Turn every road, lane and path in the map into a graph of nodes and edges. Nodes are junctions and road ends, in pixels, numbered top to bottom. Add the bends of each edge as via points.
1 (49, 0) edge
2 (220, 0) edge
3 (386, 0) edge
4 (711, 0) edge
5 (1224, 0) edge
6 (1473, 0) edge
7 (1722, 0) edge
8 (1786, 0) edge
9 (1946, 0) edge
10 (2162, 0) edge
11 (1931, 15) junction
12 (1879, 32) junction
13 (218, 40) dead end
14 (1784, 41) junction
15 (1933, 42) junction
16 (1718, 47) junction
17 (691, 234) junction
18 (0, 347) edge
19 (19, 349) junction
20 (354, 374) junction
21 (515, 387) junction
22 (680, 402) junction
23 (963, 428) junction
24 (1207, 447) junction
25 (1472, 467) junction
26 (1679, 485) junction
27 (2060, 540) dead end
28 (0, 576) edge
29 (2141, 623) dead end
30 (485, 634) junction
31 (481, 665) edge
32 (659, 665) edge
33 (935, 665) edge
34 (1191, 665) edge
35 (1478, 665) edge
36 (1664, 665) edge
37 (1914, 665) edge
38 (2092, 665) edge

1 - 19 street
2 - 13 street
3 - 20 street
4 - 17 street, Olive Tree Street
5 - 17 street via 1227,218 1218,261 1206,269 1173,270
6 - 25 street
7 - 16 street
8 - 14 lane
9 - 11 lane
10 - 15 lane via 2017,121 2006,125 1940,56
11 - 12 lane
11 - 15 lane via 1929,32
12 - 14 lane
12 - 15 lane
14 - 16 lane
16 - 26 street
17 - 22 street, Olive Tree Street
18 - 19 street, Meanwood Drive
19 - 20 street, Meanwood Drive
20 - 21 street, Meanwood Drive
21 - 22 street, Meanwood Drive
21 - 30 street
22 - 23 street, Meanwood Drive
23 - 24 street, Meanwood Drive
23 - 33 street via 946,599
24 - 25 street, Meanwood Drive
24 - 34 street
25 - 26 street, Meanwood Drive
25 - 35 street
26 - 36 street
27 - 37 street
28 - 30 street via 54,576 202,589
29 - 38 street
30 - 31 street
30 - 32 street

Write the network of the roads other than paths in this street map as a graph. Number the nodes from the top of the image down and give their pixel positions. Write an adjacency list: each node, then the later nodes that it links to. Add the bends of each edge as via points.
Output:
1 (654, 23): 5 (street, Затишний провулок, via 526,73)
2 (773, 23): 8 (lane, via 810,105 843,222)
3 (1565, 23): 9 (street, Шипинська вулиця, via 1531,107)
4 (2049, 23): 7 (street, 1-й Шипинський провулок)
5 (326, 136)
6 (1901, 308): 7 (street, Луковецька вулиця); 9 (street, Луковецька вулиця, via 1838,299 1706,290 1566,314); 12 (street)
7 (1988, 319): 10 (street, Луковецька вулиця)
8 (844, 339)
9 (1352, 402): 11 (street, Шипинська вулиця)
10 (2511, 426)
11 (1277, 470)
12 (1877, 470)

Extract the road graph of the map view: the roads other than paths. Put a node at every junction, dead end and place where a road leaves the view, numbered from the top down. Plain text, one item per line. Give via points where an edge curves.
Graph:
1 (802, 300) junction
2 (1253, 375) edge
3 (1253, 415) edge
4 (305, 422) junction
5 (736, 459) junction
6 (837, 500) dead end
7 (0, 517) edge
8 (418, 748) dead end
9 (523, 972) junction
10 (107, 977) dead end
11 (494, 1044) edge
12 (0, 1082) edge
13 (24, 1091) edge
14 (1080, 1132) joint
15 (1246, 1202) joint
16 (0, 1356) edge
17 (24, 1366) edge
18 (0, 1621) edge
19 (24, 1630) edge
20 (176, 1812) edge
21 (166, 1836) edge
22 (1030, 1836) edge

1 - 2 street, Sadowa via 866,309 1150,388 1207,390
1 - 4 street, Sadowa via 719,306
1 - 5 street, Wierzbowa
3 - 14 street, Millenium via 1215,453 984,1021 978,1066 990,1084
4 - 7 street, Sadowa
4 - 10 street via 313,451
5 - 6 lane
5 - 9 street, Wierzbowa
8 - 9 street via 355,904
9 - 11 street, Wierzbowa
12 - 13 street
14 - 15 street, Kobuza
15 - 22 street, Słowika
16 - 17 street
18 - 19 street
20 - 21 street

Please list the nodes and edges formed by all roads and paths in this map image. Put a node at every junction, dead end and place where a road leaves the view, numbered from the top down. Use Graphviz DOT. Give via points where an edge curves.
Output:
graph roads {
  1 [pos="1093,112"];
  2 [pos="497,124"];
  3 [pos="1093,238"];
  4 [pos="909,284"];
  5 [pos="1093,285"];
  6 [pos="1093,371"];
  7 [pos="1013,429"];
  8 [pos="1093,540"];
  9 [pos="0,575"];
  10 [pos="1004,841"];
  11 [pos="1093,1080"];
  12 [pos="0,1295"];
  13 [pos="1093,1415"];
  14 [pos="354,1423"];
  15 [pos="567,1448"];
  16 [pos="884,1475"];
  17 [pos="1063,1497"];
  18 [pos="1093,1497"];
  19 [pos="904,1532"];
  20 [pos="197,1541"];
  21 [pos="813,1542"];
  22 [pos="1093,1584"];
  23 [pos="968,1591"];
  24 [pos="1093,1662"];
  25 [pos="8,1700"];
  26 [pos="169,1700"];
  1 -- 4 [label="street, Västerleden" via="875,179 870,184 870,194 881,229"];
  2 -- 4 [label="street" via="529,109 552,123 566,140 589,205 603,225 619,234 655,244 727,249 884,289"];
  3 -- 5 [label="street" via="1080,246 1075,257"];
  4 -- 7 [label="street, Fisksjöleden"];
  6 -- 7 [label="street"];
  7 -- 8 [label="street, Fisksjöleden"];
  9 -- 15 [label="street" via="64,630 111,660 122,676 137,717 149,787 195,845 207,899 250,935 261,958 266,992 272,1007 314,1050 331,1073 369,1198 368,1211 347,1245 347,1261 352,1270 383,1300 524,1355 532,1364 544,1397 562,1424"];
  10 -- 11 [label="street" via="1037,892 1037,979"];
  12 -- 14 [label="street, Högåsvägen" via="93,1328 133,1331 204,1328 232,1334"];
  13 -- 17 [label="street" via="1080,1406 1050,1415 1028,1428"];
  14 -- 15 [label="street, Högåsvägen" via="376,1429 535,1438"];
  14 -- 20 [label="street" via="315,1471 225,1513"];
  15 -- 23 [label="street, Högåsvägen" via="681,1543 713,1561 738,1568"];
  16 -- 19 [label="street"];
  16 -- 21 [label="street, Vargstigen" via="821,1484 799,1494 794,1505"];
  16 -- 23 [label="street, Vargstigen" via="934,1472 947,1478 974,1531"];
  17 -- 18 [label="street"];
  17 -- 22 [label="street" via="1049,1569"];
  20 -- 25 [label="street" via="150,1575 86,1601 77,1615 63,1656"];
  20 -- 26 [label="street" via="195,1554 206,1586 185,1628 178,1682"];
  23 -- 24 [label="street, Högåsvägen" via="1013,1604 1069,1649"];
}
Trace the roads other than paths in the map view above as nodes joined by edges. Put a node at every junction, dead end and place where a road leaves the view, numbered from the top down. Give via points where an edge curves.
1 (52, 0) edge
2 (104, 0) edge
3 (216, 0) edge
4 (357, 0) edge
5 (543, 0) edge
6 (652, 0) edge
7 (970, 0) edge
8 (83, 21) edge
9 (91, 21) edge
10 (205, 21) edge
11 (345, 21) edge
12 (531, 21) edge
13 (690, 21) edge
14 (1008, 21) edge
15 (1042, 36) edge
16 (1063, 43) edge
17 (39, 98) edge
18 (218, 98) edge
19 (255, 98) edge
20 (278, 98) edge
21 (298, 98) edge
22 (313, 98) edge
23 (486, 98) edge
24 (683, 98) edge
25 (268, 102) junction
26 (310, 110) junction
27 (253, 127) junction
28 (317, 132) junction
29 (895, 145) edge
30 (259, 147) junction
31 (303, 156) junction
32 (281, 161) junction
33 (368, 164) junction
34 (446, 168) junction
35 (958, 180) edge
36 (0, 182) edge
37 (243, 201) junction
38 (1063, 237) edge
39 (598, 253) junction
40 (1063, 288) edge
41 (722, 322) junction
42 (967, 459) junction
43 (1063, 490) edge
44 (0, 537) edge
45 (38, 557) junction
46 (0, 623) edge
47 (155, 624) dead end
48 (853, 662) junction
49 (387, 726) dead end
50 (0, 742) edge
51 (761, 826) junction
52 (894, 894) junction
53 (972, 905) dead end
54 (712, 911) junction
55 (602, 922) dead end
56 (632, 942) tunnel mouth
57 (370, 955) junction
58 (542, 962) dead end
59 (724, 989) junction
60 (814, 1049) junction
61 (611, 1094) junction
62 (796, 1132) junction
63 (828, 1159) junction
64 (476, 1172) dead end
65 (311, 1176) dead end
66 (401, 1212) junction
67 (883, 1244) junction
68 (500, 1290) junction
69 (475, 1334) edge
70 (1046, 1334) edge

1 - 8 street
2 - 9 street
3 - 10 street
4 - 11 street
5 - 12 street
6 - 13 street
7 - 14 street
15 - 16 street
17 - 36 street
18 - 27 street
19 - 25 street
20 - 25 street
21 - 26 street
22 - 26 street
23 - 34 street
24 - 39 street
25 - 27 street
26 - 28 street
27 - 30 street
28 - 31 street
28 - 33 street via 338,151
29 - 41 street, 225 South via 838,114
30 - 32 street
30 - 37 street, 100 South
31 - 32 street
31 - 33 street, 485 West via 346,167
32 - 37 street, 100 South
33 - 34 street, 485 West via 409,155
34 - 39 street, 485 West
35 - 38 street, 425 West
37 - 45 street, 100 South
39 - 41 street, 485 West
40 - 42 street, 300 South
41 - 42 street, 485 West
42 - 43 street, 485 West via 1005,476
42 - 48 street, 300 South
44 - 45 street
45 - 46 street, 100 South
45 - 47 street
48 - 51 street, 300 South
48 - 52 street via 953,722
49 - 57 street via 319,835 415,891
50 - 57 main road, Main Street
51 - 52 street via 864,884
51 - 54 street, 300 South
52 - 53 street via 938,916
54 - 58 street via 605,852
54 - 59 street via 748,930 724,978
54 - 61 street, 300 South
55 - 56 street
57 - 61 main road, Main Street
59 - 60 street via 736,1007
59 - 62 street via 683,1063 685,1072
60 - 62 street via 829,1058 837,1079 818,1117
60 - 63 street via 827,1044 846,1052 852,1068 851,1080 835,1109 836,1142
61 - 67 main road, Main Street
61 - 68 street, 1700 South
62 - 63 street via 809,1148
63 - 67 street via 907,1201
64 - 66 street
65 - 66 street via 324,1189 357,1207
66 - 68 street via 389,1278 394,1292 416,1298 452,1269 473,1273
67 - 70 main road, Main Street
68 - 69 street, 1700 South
****************************************
• **TASK DETAILS**: Lines from the entries that contain the string "Fisksjöleden" are what must be copied.

• **SOLVED PROBLEM**:
  4 -- 7 [label="street, Fisksjöleden"];
  7 -- 8 [label="street, Fisksjöleden"];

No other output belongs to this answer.